**Prompt:**
Report every line in the listing below where the string "dead" shows up.

**Input records:**
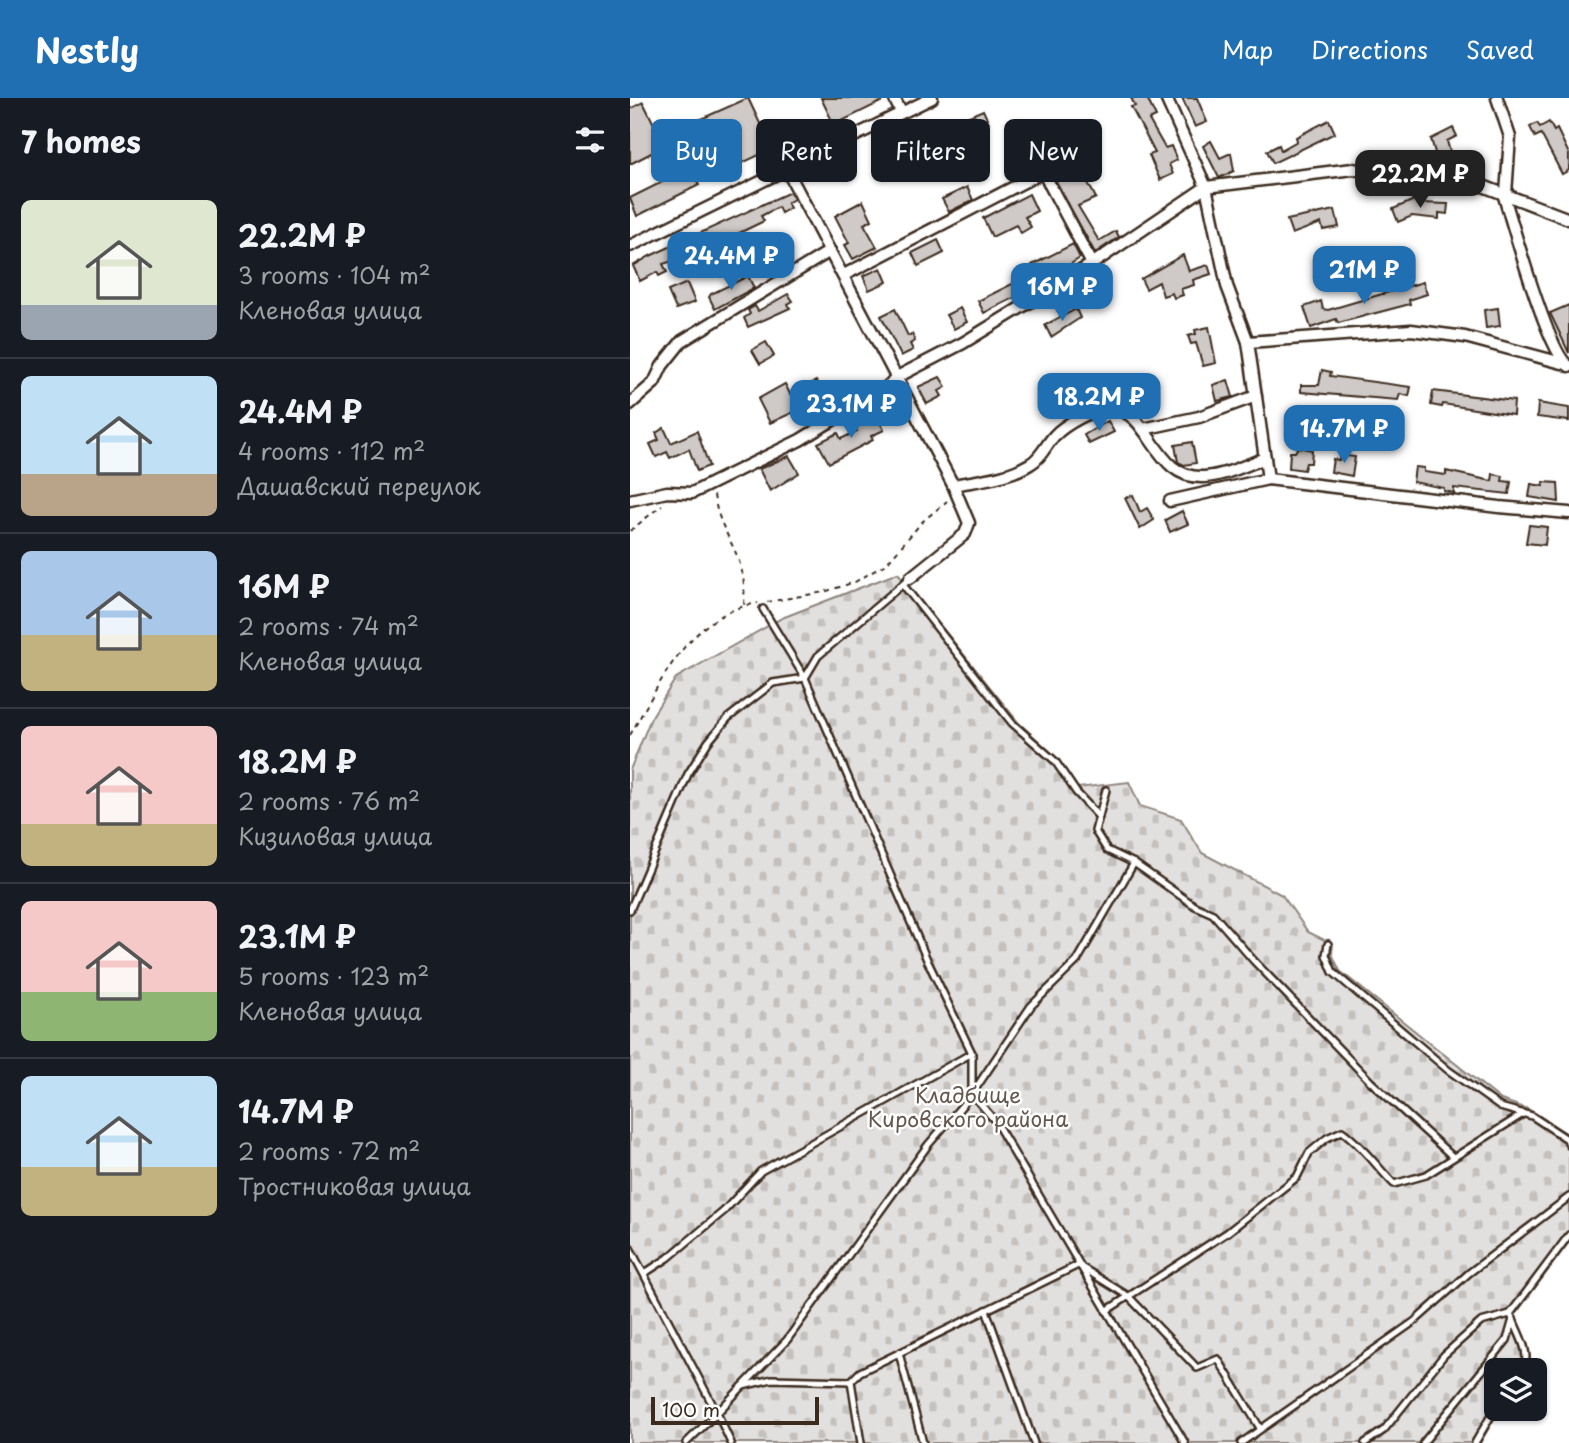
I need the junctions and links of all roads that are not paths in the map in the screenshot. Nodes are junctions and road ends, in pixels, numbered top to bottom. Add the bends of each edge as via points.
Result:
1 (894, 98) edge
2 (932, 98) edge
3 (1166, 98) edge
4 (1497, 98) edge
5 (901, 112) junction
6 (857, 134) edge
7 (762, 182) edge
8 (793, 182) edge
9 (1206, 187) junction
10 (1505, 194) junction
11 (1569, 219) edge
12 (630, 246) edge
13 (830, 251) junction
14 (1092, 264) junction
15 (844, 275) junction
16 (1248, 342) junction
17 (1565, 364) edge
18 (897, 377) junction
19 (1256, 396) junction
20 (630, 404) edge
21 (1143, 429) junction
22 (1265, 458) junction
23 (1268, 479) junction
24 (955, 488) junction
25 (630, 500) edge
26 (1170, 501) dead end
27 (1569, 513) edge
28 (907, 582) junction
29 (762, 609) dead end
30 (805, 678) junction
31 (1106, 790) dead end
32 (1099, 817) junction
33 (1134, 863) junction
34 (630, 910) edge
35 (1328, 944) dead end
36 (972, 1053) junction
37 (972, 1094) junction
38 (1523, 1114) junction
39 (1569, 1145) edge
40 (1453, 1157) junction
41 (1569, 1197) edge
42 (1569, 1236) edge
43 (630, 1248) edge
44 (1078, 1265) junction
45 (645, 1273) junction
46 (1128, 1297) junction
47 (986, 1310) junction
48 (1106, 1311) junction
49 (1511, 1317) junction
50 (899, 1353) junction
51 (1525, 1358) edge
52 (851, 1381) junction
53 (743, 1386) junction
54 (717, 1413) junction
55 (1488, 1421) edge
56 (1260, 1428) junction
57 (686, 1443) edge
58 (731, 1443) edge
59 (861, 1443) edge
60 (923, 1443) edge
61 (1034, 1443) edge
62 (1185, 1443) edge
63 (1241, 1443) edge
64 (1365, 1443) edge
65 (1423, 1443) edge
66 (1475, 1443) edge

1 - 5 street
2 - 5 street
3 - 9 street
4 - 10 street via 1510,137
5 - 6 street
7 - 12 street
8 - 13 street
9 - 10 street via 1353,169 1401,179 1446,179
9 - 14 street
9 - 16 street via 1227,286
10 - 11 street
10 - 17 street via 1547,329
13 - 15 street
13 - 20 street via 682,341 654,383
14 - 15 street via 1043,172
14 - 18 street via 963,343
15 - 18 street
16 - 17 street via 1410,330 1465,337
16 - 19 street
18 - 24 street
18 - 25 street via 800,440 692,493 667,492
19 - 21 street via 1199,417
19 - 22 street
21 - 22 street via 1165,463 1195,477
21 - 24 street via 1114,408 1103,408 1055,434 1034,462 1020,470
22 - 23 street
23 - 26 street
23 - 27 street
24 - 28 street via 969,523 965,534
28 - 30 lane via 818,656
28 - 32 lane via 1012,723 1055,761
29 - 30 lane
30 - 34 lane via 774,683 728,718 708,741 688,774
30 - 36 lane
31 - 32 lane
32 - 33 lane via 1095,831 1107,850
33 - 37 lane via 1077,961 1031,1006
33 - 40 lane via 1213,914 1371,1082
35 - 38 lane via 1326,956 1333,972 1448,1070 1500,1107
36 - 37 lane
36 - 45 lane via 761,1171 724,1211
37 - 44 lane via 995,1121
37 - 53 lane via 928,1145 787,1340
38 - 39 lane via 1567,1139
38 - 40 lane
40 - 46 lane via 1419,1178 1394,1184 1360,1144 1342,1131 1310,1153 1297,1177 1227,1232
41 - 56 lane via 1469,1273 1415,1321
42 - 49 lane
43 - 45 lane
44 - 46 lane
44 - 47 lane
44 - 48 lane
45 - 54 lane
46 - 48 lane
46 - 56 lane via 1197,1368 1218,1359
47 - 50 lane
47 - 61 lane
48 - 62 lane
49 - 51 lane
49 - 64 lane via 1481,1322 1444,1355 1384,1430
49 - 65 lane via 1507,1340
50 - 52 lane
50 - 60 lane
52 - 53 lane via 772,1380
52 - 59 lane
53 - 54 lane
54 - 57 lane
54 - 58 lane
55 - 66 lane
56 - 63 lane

**Written answer:**
26 (1170, 501) dead end
29 (762, 609) dead end
31 (1106, 790) dead end
35 (1328, 944) dead end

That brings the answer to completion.